6. Conclusions and perspectives
In summary, the basic properties of SM-SERS and the nanostructures, devices and systems used for detection have been discussed and summarized. SM-SERS is now accepted as a well-established subfield of SERS and could emerge as a separate field because of the significant understanding of the plasmon coupling effect and hot spot formation. The implications of SERS in biology, including advances in in vivo and in vitro, have been highlighted based on the properties of Raman signal generation and enhancement. Although significant improvements have been possible in the synthesis of complex and highly efficient plasmonic SERS nanoparticles with controllable sizes and shapes, challenges in the preparation of stable, well-defined nanoassemblies with consistent hot spots exist, implying an opportunity for further research. Despite the explosion in the fabrication methods of nanostructures, both chemically synthesized and patterned substrates that are tailored to specific applications might be necessary for routine use, as SM sensors.

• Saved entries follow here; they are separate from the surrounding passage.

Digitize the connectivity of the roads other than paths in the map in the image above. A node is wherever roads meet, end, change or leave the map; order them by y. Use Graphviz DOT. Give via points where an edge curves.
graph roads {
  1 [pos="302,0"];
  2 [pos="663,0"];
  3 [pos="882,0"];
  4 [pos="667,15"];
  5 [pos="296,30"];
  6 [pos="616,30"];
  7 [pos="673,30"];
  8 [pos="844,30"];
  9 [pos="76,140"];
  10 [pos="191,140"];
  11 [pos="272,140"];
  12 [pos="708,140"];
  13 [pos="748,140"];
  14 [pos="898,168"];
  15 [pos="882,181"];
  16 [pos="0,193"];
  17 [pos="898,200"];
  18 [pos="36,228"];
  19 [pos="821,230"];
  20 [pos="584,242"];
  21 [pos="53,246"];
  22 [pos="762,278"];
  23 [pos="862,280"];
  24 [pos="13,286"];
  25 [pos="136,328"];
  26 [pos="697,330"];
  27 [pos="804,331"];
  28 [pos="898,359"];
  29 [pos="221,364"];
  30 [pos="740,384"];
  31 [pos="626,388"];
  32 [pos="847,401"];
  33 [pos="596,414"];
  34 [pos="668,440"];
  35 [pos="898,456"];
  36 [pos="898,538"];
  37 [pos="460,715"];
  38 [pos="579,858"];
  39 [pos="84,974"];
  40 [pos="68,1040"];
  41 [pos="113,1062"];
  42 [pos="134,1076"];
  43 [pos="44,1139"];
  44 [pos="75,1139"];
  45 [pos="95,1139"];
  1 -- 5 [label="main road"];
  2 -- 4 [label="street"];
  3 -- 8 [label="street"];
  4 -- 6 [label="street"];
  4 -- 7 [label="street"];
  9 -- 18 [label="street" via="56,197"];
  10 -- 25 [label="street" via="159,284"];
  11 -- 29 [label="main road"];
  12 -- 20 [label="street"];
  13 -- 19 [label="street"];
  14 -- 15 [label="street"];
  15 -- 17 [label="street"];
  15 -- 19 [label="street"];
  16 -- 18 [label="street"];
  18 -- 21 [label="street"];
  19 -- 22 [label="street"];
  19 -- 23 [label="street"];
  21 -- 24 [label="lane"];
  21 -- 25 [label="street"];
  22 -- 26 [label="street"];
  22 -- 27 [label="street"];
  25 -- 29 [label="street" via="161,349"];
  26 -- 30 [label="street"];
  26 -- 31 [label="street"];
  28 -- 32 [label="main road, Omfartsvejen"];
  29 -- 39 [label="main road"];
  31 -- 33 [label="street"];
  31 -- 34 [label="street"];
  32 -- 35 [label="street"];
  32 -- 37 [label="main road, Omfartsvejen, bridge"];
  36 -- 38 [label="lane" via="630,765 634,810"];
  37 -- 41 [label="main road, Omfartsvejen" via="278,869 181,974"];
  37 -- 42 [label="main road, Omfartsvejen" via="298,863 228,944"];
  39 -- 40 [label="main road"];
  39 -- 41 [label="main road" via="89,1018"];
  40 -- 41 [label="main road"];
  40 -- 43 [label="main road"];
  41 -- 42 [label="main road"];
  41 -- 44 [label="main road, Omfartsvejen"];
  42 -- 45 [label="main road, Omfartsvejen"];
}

A tremendous opportunity exists in quantitative SERS and for the detection of analytes at ultra-low concentrations to advance healthcare. Attempts in hyperspectral and high-speed Raman imaging to provide chemical data rivalling the speed and sensitivity possible by fluorescence methods could be envisioned. The entrepreneurial efforts of scientists and engineers involved in Raman research will be critical for translation. Funding as expected will drive the research and a more significant contribution from around the globe can be foreseen.